In case your credit score isn’t sufficiently good to meet the requirements of lenders, second mortgage brokers can suggest some improvement methods like paying off the debt of your credit card. Additionally, these professionals collaborate with alternative lenders whose requirements aren’t as strict as those of banks. It’s important for borrowers to settle as much of their debts as possible in order to have favorable bank statements.
Home equity is another crucial factor lenders take into account when reviewing applications. Your broker will help you calculate the equity amount of your house, which is supposed to be a minimum of twenty percent. The majority of lenders ask for the assistance of an appraiser in estimating the market value of properties so as to determine the exact amount to be paid until the end of the repayment phase.
Moreover, lenders require tons of paperwork to be filed by applicants, such as bank statements, tax returns, credit reports, pay slips, etc. Second mortgage brokers can gather all the paperwork on your behalf and ensure documents are submitted within the assigned deadline. They will also obtain quotes from various lenders in order to find the best match. Brokers make sure quotes are compared in detail instead of accepting the first offer that comes along.
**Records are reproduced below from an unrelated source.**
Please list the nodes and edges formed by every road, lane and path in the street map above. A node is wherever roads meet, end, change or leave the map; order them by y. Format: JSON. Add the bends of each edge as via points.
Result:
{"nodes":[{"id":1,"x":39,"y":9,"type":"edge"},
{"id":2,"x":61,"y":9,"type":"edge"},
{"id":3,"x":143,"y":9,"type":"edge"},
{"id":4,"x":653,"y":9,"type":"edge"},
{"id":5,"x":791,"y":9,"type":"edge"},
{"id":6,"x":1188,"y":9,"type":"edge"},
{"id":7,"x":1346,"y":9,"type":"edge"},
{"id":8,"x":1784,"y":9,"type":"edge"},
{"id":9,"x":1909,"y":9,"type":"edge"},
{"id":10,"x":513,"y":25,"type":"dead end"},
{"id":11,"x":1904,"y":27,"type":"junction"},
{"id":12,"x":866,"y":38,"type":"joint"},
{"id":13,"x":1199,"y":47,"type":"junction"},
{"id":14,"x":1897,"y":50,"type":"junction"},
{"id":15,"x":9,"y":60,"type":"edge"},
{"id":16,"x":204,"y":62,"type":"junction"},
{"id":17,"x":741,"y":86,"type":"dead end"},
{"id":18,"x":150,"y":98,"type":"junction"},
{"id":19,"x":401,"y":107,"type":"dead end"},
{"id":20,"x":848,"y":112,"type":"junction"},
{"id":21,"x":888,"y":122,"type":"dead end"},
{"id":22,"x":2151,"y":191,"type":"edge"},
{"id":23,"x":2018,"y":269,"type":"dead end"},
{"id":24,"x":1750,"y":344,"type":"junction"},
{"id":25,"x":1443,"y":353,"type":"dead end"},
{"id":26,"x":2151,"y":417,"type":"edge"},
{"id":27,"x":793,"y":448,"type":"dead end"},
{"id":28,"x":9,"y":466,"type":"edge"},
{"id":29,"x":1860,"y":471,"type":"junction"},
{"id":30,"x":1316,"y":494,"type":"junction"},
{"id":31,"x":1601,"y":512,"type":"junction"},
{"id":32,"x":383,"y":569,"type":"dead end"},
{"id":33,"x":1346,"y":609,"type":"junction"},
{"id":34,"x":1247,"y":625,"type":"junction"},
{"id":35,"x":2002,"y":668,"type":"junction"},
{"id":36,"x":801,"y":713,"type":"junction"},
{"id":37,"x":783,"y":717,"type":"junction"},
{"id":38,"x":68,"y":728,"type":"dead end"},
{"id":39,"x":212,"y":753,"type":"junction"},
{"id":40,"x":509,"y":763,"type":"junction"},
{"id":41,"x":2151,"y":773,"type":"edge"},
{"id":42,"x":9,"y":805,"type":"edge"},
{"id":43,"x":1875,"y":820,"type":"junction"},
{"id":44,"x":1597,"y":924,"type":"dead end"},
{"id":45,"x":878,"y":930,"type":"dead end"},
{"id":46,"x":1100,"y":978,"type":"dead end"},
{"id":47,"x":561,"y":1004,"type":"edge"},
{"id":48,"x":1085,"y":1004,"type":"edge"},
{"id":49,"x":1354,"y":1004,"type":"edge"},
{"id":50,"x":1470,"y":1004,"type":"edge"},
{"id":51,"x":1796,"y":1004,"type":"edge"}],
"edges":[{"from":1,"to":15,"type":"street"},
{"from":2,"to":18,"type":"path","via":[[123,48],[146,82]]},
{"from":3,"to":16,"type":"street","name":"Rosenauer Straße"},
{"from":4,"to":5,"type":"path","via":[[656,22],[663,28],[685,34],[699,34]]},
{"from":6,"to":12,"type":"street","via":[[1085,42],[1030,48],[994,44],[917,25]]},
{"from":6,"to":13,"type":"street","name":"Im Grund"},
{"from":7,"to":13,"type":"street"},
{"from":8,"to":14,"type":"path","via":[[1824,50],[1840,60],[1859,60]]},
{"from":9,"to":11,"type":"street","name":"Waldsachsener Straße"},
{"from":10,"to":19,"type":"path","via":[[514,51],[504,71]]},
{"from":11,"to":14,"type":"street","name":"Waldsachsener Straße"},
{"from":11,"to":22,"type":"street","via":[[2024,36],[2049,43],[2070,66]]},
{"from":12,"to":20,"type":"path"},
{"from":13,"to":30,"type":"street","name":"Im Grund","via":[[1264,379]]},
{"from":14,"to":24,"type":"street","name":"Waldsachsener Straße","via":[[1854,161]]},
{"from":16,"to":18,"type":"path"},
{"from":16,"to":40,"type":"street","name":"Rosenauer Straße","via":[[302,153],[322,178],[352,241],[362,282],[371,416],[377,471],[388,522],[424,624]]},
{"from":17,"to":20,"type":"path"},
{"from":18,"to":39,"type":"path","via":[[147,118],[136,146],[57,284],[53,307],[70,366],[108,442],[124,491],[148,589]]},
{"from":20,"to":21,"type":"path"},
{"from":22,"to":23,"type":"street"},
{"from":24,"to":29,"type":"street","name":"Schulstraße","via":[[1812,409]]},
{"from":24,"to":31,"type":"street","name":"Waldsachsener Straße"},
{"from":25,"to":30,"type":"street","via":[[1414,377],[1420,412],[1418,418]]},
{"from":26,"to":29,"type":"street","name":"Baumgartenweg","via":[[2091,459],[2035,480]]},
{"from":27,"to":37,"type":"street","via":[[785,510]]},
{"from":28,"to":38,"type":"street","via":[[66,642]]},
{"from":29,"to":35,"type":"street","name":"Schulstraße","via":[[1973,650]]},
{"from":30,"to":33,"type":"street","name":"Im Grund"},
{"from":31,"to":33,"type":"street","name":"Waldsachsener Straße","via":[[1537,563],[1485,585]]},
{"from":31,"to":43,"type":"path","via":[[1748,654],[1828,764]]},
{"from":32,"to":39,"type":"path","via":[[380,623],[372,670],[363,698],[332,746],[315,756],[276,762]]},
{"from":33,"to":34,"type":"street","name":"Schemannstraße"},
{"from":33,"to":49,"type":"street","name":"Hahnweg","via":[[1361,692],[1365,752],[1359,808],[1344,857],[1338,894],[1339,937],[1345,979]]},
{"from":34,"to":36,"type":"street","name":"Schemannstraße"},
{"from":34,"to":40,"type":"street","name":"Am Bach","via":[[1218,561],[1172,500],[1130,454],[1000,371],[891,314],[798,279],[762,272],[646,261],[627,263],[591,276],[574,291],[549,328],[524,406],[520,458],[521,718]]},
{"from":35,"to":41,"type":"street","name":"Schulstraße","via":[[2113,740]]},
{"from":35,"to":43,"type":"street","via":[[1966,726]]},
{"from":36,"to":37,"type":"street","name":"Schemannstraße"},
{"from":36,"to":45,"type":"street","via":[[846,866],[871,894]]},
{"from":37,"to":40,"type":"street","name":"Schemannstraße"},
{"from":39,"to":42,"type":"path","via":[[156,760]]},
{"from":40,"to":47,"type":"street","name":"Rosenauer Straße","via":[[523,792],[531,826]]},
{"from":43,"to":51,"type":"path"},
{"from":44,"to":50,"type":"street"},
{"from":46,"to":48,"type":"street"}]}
Understanding interest rates
Borrowers need to be aware of the interest rates on these loans prior to applying for one. The interest rates on second mortgages are always higher than those of the first mortgage. In the event of foreclosure, the first lien is paid first, which makes second mortgages highly risky.
Moreover, interest rates depend on the type of loan you choose, as well as on your credit score. HELOC interest rates are generally higher due to their variable nature, whereas those of home equity loans are fixed. Applicants with high credit scores are likelier to get lower rates than those with low FICO credit scores.
Make sure you consult a broker before applying for a loan.
Their professional advice is worth gold!